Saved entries
:::

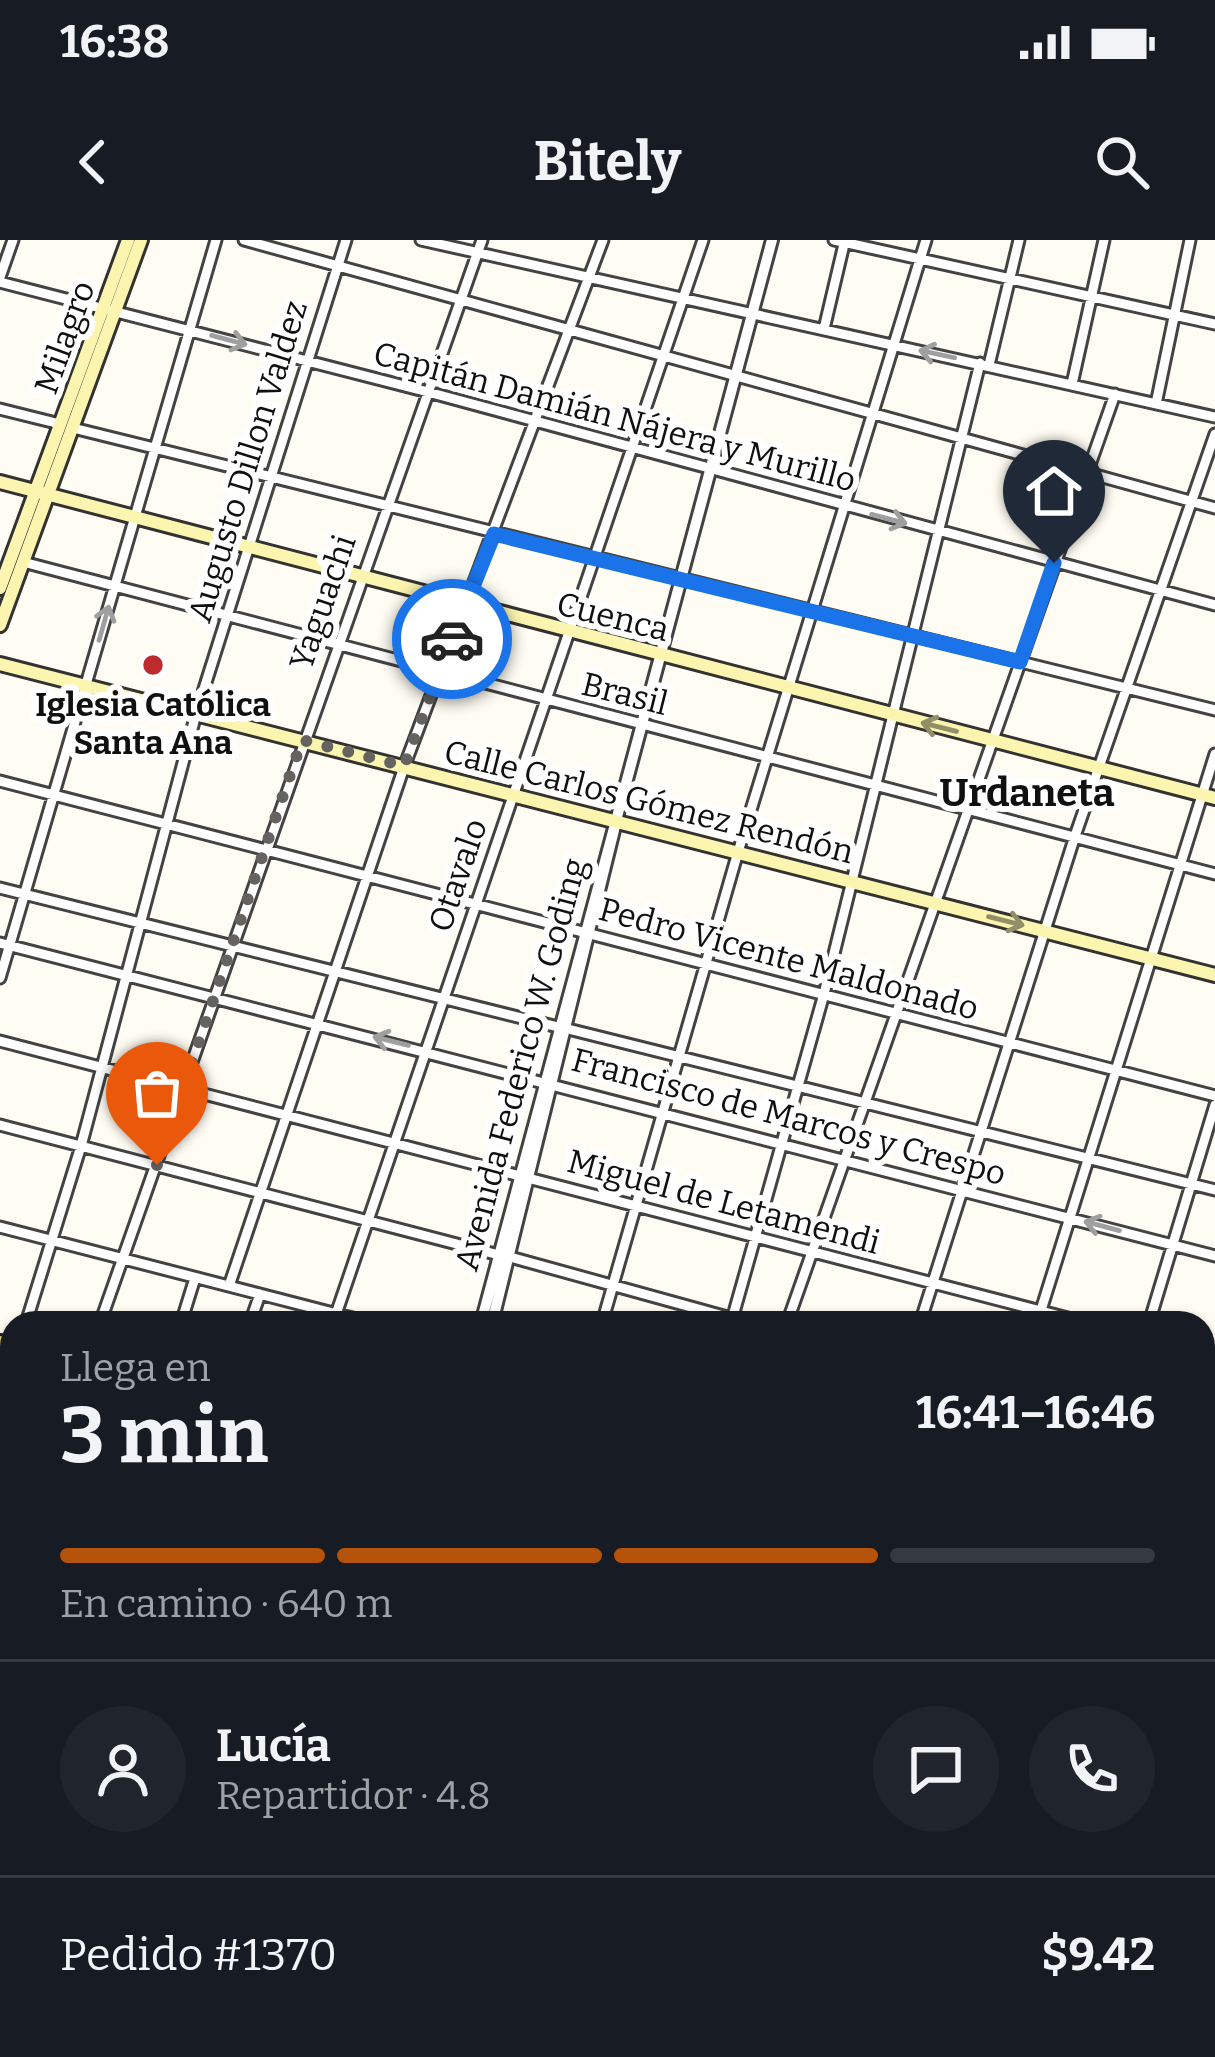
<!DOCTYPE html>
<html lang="es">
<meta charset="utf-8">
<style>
body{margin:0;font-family:Bitter,serif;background:#20242c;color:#f1f3f6;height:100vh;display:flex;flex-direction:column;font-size:45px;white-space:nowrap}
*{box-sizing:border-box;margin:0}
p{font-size:39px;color:#9ea1a6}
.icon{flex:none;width:66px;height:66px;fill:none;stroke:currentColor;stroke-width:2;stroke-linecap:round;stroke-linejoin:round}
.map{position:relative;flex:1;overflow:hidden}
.panel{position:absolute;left:0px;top:1071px;width:1215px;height:747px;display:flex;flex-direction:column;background:#171b24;border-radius:36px 36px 0 0;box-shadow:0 3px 9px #0004}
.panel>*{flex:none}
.pin{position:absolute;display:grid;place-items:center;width:102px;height:102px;color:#fff;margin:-123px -51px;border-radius:50% 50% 50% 0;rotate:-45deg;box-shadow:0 0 12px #0007}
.pin .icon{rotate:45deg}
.courier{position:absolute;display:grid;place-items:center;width:120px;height:120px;margin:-60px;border:9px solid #1a73e8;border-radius:50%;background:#fff;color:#222;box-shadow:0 3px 15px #0007}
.headline em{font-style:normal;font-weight:700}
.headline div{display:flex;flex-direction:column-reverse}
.headline{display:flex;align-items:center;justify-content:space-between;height:204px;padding:0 60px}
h1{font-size:78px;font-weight:700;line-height:90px}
.bar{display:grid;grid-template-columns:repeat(4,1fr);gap:18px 12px;align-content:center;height:144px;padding:0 60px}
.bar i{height:15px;border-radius:9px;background:#363941}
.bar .selected{background:#b45309}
.bar p{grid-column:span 4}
.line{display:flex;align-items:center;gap:30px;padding:0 60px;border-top:3px solid #363941}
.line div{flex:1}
.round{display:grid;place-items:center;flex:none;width:126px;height:126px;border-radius:63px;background:#20242c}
.status{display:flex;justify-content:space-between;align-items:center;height:84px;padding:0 60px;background:#171b24;direction:ltr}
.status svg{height:33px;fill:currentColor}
header{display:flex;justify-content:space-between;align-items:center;height:156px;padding:0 60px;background:#171b24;font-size:54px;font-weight:700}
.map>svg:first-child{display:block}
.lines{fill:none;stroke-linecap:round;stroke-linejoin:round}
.minor-casing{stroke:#434343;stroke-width:15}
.tertiary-casing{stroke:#434343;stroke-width:16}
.secondary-casing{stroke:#323232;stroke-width:18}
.primary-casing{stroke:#212121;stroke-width:20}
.minor{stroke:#fff;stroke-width:9}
.tertiary{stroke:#fff;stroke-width:10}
.secondary{stroke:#fcf5b0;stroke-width:12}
.primary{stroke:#f4d66d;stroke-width:14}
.oneway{stroke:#9f9f9f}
.oneway2{stroke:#928e68}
.done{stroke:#64635f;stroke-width:12;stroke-dasharray:0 21.6}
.route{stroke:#1a73e8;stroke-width:15}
.poi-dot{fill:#bd2b2f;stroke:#fff;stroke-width:4.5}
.labels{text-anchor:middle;stroke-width:12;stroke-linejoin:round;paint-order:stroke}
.street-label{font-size:33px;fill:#101010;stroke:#fff}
.poi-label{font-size:33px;font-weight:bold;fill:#101010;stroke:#fff}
.quarter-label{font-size:39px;font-weight:bold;fill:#101010;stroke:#fff}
</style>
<div class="status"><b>16:38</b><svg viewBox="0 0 49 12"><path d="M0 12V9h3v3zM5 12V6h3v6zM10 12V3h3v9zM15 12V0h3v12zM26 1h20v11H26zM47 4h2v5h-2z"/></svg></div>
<header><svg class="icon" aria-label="back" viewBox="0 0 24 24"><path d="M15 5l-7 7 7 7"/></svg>Bitely<svg class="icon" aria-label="search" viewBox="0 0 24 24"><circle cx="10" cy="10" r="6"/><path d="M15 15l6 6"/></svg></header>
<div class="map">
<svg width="1215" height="1817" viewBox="0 0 1215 1817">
<rect width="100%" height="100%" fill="#fffdf3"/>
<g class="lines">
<defs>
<path id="minor" d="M244 0 1215 268
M421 0 1215 177
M834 0 1215 84
M0 37 13 0
M0 42 428 152 1215 365
M824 89 845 0
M989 125 1019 0
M1072 144 1104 0
M1156 164 1190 0
M0 169 60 184
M73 188 1215 470
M23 322 1215 634
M0 541 1215 856
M0 648 558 787
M0 703 1215 1016
M0 738 216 0
M568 789 1215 950
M0 801 1087 1083
M0 885 499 1015
M0 987 372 1083
M510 1017 749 1083
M229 1046 404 527 603 0
M26 1083 81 906 196 474 346 0
M100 1083 482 0
M181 1083 195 1038
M250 1083 260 1054
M333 1083 703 0
M602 1083 738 612 926 0
M731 1083 824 754 980 123
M787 1083 1115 154
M920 1083 1075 596 1215 194
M1037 1083 1215 514
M1149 1083 1215 865
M1203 1114 1215 1117
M0 1171 12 1134
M1203 1208 1215 1211
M0 1312 12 1315
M1203 1314 1215 1274
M0 1369 12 1333
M1203 1392 1215 1395
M0 1395 12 1398
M0 1464 12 1465
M0 1522 12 1523
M1203 1637 1215 1640
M7 1690 12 1649
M1203 1752 1215 1709
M0 1765 12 1766
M354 1806 420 1817
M811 1806 844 1817
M1125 1806 1164 1817
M0 1817H1
M427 1817 432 1806
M515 1817 516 1806
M544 1817 545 1806
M592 1817 593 1806
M634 1817 635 1806
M707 1817 710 1806
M917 1817 921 1806
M1059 1817 1062 1806
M1185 1817 1188 1806"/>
<path id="tertiary" d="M481 1083 772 0
M492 1083 615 586
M0 1221 12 1224
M315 1817 316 1806
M327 1817 329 1806"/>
<path id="secondary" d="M0 242 1215 558
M0 348 128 0
M0 385 141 0
M0 424 1215 735"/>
<path id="primary" d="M0 1103 12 1106
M0 1116 12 1120
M1203 1444 1215 1447
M1203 1551 1215 1555"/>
</defs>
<use href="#minor" class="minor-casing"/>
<use href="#tertiary" class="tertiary-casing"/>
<use href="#secondary" class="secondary-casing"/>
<use href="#primary" class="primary-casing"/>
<use href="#minor" class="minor"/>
<use href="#tertiary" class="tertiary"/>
<use href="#secondary" class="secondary"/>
<use href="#primary" class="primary"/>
</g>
<defs><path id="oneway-shaft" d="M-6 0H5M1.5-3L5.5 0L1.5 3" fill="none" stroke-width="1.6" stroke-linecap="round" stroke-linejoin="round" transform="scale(3)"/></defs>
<g class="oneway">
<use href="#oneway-shaft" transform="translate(229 100) rotate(15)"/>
<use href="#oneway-shaft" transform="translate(937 114) rotate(-168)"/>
<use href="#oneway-shaft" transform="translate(889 279) rotate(15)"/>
<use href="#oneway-shaft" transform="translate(104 383) rotate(-74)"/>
<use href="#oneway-shaft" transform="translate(391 801) rotate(-166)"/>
<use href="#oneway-shaft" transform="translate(1102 986) rotate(-165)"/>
</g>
<g class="oneway2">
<use href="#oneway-shaft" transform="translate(939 487) rotate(-166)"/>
<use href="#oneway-shaft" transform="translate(1006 681) rotate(14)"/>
</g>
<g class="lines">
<path class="done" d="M157 925 302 500 404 526 452 399"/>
<path class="route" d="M452 399 494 294 1020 422 1054 323"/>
</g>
<circle class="poi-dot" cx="153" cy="425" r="12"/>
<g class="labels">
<g class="street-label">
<text transform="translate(64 97) rotate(-70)" y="12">Milagro</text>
<text transform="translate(615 176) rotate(15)" y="12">Capitán Damián Nájera y Murillo</text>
<text transform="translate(247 221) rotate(-73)" y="12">Augusto Dillon Valdez</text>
<text transform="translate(322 362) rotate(-71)" y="12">Yaguachi</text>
<text transform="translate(613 376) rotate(14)" y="12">Cuenca</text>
<text transform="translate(625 453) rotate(14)" y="12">Brasil</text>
<text transform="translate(649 561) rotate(14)" y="12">Calle Carlos Gómez Rendón</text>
<text transform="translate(457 635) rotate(-71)" y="12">Otavalo</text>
<text transform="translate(789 718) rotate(15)" y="12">Pedro Vicente Maldonado</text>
<text transform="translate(520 824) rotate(-75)" y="12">Avenida Federico W. Goding</text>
<text transform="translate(789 876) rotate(15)" y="12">Francisco de Marcos y Crespo</text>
<text transform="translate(724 961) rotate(15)" y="12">Miguel de Letamendi</text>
</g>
<g class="poi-label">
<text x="153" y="476">Iglesia Católica<tspan x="153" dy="38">Santa Ana</tspan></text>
</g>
<g class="quarter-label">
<text x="1027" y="566">Urdaneta</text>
</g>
</g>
</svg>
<div class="pin" style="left:157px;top:925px;background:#ea580c"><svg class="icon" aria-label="bag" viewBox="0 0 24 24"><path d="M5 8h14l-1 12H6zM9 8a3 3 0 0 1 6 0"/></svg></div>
<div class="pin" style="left:1054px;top:323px;background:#1f2937"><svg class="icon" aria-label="home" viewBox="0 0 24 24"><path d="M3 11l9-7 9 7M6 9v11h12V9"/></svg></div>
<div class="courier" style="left:452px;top:399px"><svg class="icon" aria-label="car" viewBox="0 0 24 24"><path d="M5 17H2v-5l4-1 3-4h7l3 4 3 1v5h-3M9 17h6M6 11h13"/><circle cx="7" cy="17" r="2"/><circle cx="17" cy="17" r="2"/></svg></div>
<section class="panel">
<div class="headline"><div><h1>3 min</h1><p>Llega en</p></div><em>16:41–16:46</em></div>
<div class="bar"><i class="selected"></i><i class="selected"></i><i class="selected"></i><i></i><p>En camino · 640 m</p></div>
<div class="line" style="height:216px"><a class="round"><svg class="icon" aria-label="person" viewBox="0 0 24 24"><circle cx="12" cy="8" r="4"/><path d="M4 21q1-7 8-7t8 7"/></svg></a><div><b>Lucía</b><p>Repartidor · 4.8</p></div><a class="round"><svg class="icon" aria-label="chat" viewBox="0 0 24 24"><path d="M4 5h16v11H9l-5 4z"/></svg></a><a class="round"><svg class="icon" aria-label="phone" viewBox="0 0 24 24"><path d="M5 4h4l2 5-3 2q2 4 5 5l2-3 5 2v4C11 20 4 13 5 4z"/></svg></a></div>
<div class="line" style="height:156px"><div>Pedido #1370</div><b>$9.42</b></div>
</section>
</div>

:::

ACTIVITY: Every line of the data that includes the word "headline" should be copied.

ANSWER FOR THIS EXERCISE:
.headline em{font-style:normal;font-weight:700}
.headline div{display:flex;flex-direction:column-reverse}
.headline{display:flex;align-items:center;justify-content:space-between;height:204px;padding:0 60px}
<div class="headline"><div><h1>3 min</h1><p>Llega en</p></div><em>16:41–16:46</em></div>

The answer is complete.